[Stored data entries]
+ + + + +

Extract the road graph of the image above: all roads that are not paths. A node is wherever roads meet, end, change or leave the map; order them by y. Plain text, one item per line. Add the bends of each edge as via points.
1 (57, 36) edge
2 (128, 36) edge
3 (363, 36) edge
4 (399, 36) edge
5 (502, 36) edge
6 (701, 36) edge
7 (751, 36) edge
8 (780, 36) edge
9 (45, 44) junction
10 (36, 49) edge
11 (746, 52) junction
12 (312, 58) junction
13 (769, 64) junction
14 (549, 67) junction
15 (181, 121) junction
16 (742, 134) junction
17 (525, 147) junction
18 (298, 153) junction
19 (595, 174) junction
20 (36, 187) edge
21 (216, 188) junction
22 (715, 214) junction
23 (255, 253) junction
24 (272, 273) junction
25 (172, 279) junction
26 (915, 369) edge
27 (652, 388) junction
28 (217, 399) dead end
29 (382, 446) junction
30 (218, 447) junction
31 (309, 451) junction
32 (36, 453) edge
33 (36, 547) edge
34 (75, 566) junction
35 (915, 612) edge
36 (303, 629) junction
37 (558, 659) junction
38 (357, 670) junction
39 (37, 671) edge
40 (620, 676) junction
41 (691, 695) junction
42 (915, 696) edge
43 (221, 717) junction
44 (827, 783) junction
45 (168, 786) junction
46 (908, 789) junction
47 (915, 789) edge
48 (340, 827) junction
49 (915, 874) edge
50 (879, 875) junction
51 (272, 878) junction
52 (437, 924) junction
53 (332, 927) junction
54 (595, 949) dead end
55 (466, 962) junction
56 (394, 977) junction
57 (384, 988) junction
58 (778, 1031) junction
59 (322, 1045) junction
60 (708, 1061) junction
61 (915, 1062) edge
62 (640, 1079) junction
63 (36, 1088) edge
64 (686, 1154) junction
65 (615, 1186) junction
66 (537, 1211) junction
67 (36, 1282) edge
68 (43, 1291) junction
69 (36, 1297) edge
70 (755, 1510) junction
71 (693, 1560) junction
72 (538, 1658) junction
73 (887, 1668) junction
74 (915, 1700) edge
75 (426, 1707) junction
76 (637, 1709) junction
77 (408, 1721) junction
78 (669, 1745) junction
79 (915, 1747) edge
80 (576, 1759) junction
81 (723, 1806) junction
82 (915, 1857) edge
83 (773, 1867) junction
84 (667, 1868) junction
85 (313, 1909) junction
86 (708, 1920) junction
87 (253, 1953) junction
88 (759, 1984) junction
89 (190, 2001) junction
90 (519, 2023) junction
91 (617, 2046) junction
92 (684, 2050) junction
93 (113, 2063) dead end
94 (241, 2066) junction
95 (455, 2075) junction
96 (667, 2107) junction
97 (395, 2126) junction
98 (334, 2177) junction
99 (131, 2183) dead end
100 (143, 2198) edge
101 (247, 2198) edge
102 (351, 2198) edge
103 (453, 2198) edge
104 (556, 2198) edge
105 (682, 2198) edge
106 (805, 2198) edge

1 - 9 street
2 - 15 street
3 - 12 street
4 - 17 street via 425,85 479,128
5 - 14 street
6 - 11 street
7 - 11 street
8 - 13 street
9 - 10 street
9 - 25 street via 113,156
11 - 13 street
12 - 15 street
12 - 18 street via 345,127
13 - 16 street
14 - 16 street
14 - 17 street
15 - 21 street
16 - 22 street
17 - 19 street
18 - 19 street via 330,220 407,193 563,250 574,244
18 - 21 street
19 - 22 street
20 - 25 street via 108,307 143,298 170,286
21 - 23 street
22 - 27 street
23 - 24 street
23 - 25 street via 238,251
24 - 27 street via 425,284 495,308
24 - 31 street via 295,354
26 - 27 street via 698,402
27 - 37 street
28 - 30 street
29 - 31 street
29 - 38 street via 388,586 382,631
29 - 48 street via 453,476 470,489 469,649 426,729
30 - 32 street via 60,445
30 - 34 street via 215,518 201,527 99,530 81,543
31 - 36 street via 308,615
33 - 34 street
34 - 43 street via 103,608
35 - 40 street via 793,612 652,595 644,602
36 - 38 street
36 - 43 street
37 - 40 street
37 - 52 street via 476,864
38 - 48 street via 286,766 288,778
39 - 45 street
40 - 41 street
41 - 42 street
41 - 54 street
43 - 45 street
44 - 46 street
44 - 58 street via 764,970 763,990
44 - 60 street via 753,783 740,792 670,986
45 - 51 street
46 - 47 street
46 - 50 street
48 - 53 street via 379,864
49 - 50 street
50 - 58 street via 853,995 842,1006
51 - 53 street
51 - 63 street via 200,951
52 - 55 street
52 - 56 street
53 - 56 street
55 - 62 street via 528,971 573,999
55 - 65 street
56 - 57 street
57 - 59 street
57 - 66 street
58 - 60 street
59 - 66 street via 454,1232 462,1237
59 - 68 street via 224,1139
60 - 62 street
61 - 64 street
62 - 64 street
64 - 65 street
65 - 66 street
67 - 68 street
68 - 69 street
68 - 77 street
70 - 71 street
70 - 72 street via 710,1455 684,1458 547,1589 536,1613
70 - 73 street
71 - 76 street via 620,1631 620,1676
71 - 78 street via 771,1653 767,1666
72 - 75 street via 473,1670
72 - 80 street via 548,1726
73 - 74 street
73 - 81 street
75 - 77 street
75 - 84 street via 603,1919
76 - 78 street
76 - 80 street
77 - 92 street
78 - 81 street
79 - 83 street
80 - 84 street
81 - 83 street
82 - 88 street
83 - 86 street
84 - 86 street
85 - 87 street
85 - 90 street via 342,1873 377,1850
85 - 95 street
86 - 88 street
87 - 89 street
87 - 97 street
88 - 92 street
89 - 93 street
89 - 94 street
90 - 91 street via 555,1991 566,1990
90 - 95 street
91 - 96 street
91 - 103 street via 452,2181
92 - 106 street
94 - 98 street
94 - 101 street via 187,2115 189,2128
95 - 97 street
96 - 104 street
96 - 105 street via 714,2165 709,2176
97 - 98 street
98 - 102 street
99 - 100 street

+ + + + +

About this exercise: Find and count the lines of the data that include the string "dead", and report that figure by itself.

Output of the task: 4